The Universal Speech Access API defines the following structures for specifying synthesizer and recognizer properties:
SAI_PROSODY defines speaker voice qualities such as pitch, duration, and volume when invoking saiTtsGetProsody and saiTtsSetProsody:
typedef struct
{
INT32 pitch;
INT32 contour;
INT32 range;
INT32 rate;
INT32 duration;
INT32 volume;
}
SAI_PROSODY;
The SAI_PROSODY structure contains the following parameters:
|
Parameter |
Description |
|
pitch |
Baseline pitch for the spoken text. |
|
contour |
Actual pitch contour for the spoken text. |
|
range |
Pitch range (variability) for the spoken text. |
|
rate |
Speaking rate for the spoken text. |
|
duration |
Value in seconds or milliseconds that sets the amount of time to take to read the text. |
|
volume |
Value from 0 through 100 that sets the volume for the spoken text. |
Parameter values must follow the W3C Speech Synthesis Markup Language specification (SSML). For more information, refer to the SSML specification.
Before setting these voice elements, the application must retrieve the current values using saiTtsGetProsody. The application can then modify prosody parameters in the SAI_PROSODY structure with saiTtsSetProsody.

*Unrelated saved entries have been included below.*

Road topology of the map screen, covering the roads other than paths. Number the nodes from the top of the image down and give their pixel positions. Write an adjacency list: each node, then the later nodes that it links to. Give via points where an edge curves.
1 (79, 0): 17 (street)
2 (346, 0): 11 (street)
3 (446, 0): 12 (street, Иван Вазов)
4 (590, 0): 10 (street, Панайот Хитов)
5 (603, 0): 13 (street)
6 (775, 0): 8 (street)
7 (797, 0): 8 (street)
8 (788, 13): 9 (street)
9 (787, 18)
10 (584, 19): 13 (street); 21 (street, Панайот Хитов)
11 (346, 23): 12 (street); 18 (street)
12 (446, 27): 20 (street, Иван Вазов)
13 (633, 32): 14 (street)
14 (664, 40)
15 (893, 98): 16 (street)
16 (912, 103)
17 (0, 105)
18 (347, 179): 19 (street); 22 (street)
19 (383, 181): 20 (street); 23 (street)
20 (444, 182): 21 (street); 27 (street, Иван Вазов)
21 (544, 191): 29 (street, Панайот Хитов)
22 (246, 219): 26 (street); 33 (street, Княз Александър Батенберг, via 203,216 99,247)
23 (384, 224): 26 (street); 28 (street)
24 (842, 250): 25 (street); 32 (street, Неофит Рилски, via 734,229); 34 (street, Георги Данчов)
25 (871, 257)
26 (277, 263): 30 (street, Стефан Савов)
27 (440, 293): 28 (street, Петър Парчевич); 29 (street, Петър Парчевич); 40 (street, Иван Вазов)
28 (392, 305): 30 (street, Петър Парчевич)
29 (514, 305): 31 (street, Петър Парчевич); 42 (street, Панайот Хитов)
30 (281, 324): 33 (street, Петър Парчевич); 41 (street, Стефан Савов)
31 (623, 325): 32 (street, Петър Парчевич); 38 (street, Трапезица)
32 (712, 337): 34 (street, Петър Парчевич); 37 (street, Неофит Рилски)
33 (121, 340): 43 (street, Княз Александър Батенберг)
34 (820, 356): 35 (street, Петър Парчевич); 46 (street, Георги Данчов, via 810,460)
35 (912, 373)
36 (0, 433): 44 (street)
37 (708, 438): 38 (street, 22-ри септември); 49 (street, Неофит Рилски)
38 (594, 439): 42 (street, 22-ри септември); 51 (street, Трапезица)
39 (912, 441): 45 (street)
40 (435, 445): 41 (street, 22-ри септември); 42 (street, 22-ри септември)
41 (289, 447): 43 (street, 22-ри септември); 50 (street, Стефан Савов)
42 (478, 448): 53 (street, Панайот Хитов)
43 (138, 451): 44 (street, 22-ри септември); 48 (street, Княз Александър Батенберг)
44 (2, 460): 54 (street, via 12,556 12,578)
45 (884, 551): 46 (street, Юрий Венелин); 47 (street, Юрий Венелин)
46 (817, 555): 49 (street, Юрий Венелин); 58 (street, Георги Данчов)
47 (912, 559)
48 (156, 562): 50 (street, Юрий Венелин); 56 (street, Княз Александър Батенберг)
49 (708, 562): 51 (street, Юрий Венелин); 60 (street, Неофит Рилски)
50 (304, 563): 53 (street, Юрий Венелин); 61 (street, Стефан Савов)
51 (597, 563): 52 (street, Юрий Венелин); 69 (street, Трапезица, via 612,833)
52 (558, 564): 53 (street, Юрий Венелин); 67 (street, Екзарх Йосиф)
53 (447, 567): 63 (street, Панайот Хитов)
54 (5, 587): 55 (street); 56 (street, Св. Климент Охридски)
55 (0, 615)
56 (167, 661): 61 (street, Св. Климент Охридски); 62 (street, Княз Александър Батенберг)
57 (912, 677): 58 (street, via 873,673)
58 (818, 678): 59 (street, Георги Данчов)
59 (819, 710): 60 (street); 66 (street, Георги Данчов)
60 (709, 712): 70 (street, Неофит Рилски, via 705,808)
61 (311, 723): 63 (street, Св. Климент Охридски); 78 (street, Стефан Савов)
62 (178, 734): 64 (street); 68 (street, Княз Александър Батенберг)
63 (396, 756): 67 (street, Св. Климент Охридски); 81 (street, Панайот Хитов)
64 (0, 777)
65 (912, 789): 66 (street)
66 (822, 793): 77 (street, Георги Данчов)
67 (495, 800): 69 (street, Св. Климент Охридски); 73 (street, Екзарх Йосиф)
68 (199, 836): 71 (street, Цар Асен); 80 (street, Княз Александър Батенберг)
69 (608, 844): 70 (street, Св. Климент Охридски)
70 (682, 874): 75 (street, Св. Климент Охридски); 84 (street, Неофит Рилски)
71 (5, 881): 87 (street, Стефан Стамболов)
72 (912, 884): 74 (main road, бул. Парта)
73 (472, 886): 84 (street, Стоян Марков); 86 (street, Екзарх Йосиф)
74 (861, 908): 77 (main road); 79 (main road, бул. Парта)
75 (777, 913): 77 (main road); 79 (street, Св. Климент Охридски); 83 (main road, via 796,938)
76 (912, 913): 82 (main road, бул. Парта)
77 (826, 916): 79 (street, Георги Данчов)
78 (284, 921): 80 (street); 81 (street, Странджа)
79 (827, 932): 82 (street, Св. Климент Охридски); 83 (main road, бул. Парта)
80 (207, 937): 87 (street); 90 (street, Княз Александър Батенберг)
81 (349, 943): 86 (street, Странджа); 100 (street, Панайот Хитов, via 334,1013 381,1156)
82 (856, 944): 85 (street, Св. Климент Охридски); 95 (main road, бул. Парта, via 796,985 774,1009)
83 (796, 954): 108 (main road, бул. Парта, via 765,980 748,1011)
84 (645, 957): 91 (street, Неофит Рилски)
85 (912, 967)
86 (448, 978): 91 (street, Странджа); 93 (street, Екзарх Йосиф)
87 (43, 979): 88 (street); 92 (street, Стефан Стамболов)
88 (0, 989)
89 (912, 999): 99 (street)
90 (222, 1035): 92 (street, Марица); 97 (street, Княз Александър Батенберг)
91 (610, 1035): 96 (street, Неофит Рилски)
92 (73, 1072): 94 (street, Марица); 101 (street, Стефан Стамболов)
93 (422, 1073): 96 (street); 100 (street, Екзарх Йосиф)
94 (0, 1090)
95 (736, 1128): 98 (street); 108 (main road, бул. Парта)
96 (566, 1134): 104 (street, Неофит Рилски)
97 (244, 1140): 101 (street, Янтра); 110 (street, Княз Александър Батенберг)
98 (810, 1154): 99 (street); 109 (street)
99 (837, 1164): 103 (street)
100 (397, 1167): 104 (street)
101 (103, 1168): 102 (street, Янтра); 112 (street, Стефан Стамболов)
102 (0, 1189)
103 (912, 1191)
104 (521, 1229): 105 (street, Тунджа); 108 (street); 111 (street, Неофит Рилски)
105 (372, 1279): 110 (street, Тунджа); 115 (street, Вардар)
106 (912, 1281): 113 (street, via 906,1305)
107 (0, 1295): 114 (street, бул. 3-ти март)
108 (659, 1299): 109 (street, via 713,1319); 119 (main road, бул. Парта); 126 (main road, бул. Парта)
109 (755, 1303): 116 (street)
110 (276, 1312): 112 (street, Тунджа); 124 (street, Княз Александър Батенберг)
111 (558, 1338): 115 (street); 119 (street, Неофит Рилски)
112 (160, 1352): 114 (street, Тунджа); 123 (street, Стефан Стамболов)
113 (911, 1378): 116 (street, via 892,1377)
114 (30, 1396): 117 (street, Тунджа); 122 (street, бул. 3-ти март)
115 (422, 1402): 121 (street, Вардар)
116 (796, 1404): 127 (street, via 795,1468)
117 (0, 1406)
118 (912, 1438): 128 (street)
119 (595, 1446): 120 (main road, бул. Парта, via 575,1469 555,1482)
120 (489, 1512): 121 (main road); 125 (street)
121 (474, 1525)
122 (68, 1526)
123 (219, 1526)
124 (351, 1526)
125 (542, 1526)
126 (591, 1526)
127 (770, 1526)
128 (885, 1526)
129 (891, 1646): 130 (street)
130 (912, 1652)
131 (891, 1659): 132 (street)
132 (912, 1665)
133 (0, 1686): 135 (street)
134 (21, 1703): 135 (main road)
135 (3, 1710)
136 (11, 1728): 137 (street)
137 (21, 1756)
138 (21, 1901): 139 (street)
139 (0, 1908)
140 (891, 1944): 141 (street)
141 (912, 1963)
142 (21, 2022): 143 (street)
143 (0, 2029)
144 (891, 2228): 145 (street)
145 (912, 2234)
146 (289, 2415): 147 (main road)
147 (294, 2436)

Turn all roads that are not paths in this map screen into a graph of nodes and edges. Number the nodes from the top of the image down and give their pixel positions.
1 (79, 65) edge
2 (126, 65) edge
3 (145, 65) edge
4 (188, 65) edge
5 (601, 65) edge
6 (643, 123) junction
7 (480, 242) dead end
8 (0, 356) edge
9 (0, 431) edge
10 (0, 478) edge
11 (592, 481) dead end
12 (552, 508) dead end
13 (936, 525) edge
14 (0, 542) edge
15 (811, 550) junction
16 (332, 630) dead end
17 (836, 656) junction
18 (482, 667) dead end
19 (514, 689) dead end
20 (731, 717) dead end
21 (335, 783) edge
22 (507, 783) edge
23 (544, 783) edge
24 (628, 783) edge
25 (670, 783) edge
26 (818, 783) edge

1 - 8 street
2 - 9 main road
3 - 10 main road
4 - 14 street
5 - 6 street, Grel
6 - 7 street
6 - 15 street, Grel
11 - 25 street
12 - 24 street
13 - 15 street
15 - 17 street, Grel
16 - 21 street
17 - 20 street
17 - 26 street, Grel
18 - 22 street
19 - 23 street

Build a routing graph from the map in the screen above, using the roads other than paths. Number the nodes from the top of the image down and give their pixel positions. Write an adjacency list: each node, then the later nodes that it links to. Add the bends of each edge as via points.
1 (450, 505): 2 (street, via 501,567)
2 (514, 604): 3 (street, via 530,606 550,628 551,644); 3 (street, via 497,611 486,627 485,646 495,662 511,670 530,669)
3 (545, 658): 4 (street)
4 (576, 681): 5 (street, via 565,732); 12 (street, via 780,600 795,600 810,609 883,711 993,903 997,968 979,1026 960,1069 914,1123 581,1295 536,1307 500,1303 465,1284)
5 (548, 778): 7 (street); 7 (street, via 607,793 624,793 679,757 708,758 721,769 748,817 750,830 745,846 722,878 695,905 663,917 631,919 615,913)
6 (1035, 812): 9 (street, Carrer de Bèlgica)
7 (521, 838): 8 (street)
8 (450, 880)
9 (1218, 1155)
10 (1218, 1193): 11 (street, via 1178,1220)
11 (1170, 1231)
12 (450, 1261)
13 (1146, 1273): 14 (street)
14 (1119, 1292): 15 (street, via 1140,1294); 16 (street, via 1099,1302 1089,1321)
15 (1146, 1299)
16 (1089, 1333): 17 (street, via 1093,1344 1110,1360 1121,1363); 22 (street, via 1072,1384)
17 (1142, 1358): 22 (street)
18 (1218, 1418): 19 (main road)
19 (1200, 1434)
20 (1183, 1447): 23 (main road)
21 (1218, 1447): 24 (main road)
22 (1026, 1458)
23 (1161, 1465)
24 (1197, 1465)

SAI_RTP_ENDPOINT defines a Fusion RTP endpoint. Reference this structure when invoking saiCreateSynthesizer and saiCreateRecognizer:
typedef struct
{
DWORD port;
SAI_URL ipAddress;
}
SAI_RTP_ENDPOINT;
The SAI_RTP_ENDPOINT structure contains the following parameters:
|
Parameter |
Description |
|
port |
RTP port number associated with a Fusion RTP endpoint. |
|
ipAddress |
IP address associated with a Fusion RTP endpoint. |
SAI_SPEECH_LANGUAGE defines the recognizer or synthesizer language retrieved with saiAsrGetSpeechLanguage and saiTtsGetSpeechLanguage, or set with saiAsrSetSpeechLanguage and saiTtsSetSpeechLanguage:
typedef struct
{
SAI_SPEECH_LANGUAGE language;
SAI_SPEECH_LANGUAGE_STRING languageString;
}
SAI_SPEECH_LANGUAGE;
The SAI_SPEECH_LANGUAGE structure contains the following parameters:
|
Parameter |
Description |
|
pitch |
Baseline pitch for the spoken text. |
|
contour |
Actual pitch contour for the spoken text. |
|
range |
Pitch range (variability) for the spoken text. |
|
rate |
Speaking rate for the spoken text. |
|
duration |
Value in seconds or milliseconds that sets the amount of time to take to read the text. |
|
volume |
Value from 0 through 100 that sets the volume for the spoken text. |
The SAI_SPEECH_LANGUAGE parameter specifies a decimal value associated with a predefined language for the speech synthesizer to use. The SAI_SPEECH_LANGUAGE_STRING parameter specifies the character string associated with the language to use. The following table shows predefined language types that the speech synthesizer can use:
If the language is not predefined, the application must specify a user-defined language type. For more information about supported languages, refer to the speech vendor documentation.
Structure that defines vendor specific parameters.
typedef struct
{
char vendorPairName[SAI_MAX_SREINGLENGTH];
char vendorPairValue[SAI_MAX_SREINGLENGTH];
}SAI_VENDOR_SPECIFIC;
The SAI_VENDOR_SPECIFIC structure contains the following parameters:
|
Parameter |
Description |
|
vendorPairName |
Keyword for a vendor-specific parameter. |
|
vendorPairValue |
Value for a vendor-specific parameter. |
SAI_VOICE defines part of the speech synthesizer voice profile used when invoking saiTtsGetVoice and saiTtsSetVoice:
typedef struct
{
SAI_VOICE_GENDER gender;
INT32 age;
char variant[SAI_MAX_STRINGLENGTH];
char name[SAI_MAX_STRINGLENGTH];
}
SAI_VOICE;
The SAI_VOICE structure contains the following parameters:
|
Parameter |
Description |
|
gender |
Value of SAI_VOICE_GENDER constant. This can be neutral, female, or male. |
|
age |
Defines the age of the speaker’s voice in years. |
|
variant |
Defines a variant in the speaker’s voice according to the speech vendor's specification. |
|
name |
Defines a speaker’s voice pre-packaged name. Refer to the speech vendor documentation for a list of predefined voice packages. |
Note: Parameter values must follow the W3C Speech Synthesis Markup Language specification (SSML). For more information, refer to the SSML specification.
Before setting voice profile parameters, the application must retrieve the current values with saiTtsGetVoice. The application can then modify voice profile parameters in the SAI_VOICE structure and invoke saiTtsSetVoice.